Monday, June 2, 2008

The Restive Condition (Sigaw)

The Restive Condition

by Patrick D. Flores


The horror in the film Sigaw, conceived and nearly entirely executed by Yam Laranas, is the trauma that it presents at the outset as a dreadful effect. It is the trauma that disrupts the uneventful lives of the characters and initiates the audience into the causes of the distress, if not the abjection. The latter intimates itself in the tragic helplessness of a young mother who seeks succor from a neighbor in a rather decrepit apartment; she is trying to shield her daughter from the violence inflicted on her by her brutal husband, a military man who batters her thoroughly. The neighbor, a man willing to lend a hand but constrained by his own fear for his life, intervenes only to a certain extent, and refuses to go out on a limb to fully realize what could well be a fatal heroism. And so, it comes to pass: the man kills the woman and the child and then himself.

This is the sort of haunting that bedevils the innocent who trespass the threshold of the living and the dead and mingle with those who yearn to speak their graven hearts. And it is the specter of the past haunting the present that serves as our access to the “real,” which is repressed by the symbolic domain that purports to be the reality we must accept as customary and inevitable, if only because we cannot help it. Well, the spirits of this abode resist this disarticulation, and strive to perform the theater of their history across time, affording us a retroactive narrative of the trauma and pleading not only for a reenactment but a rehearsal of a different outcome, which in its course renders the entire tale poignant and melancholic as it traces the cause of the effect.

Such trauma is well-coordinated by highly accomplished and creative filmmaking, from its intriguing screenplay to its robust sound. But it is largely through cinematography and visual design that this is fleshed out with conviction. The scheme of horror is ingeniously embedded in the architecture, which is depicted without ethnographic detail inasmuch as it is conveyed as a nightmare, the house of the real that intrudes on a reality domesticated by such norms as the family, class ascendancy, and indifference. The camera of the film controls the chromatic climate, which shimmers through the spectrum of dark green, and takes us to ceilings stained by faces, elevators of menacing banality, and rooms cramped with vexing memory. There are also repetitive flashes of prey running the lengths of storied corridors.

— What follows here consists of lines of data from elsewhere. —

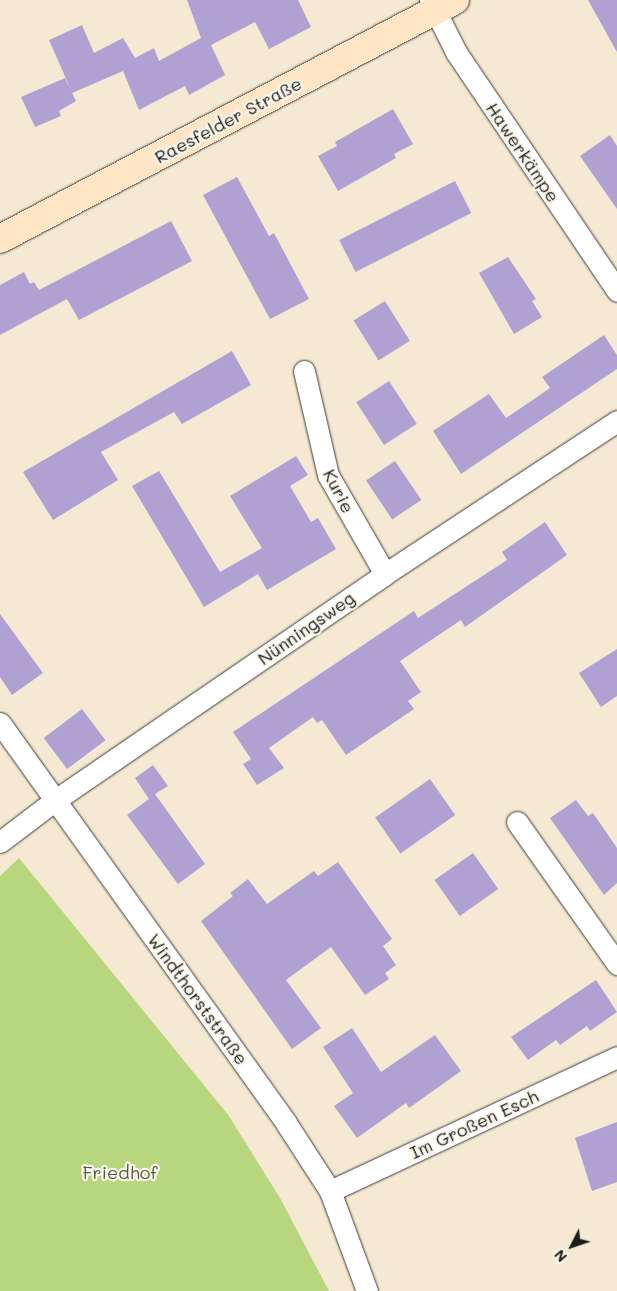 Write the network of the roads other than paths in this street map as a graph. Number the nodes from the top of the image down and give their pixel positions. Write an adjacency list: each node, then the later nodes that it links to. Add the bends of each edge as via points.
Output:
1 (440, 4): 2 (main road, Raesfelder Straße); 3 (street, Hawerkämpe, via 456,52)
2 (0, 239)
3 (617, 291)
4 (304, 372): 6 (street, Kurie, via 328,475)
5 (617, 421): 6 (street, Nünningsweg)
6 (385, 574): 8 (street, Nünningsweg)
7 (0, 723): 8 (street, Windthorststraße)
8 (54, 802): 10 (street, Nünningsweg); 13 (street, Windthorststraße, via 280,1115)
9 (517, 822): 11 (street)
10 (0, 842)
11 (617, 964)
12 (617, 1057): 13 (street, Im Großen Esch)
13 (330, 1191): 14 (street, Windthorststraße)
14 (367, 1291)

Sigaw, therefore, plays around the vital element of horror: the uncanny return of the aggrieved and how it complicates the lives of those who have not committed. There is a scene in this film that is emblematic of its psychoanalysis: Gripped in terror, the couple battling the demons of their imagination find refuge in a movie house where a comic attraction unreels and where the audience laugh their wits out. But the two just sit there, as if apoplectic, whereupon the wandering woman torments them with another apparition. That the cinema is revisited creates another dimension within the scenario, as it finally implicates the institution of spectatorship as party to the conspiracy of representation, of making a particular language of the real utterable at the expense of its impossibility (not yet possible), which as we learn here can never be abandoned.


In the end, we become witnesses to the crime, to the spectacle of the irrational. And the film compels us to become complicit. This is why the hero had to open the door to terminate the horror. Such horror does not only stem from the havoc wrought by restless souls, but also from the need to acquit himself: her girlfriend’s parents have already suspected him of beating their daughter after she is badly whipped by the malevolent phantom, a reference to the dastardly deed of the police, which incidentally is an acute index of the excesses of military power, that now seemed to have rubbed off on the catatonic knight. This is the “real” that no liquor could drown, the recourse of the handyman who is the only person who could testify to the horror yet has chosen to deter himself and others from attesting to the truth. Sigaw, however, does not relent. It lures itself into a more inclement realm: the challenge to propose a symbolic resolution as the door of engagement is flung: not to repeat reality, but to change it, so that it is the woman who slays her tormentor and it is the child who eludes perdition.

The theorist Slavoz Zizek has told us that: “The real which returns has the status of a(nother) semblance: precisely because it is real, that is on account of its traumatic/excessive character, we are unable to integrate it into (what we experience as) our reality, and are therefore compelled to experience it as a nightmarish apparition.”

This is what Sigaw does: to compel a decision of confronting the trauma – of opening the door -- through the decisive device of a screaming cinema. It is hoped that it has our ear.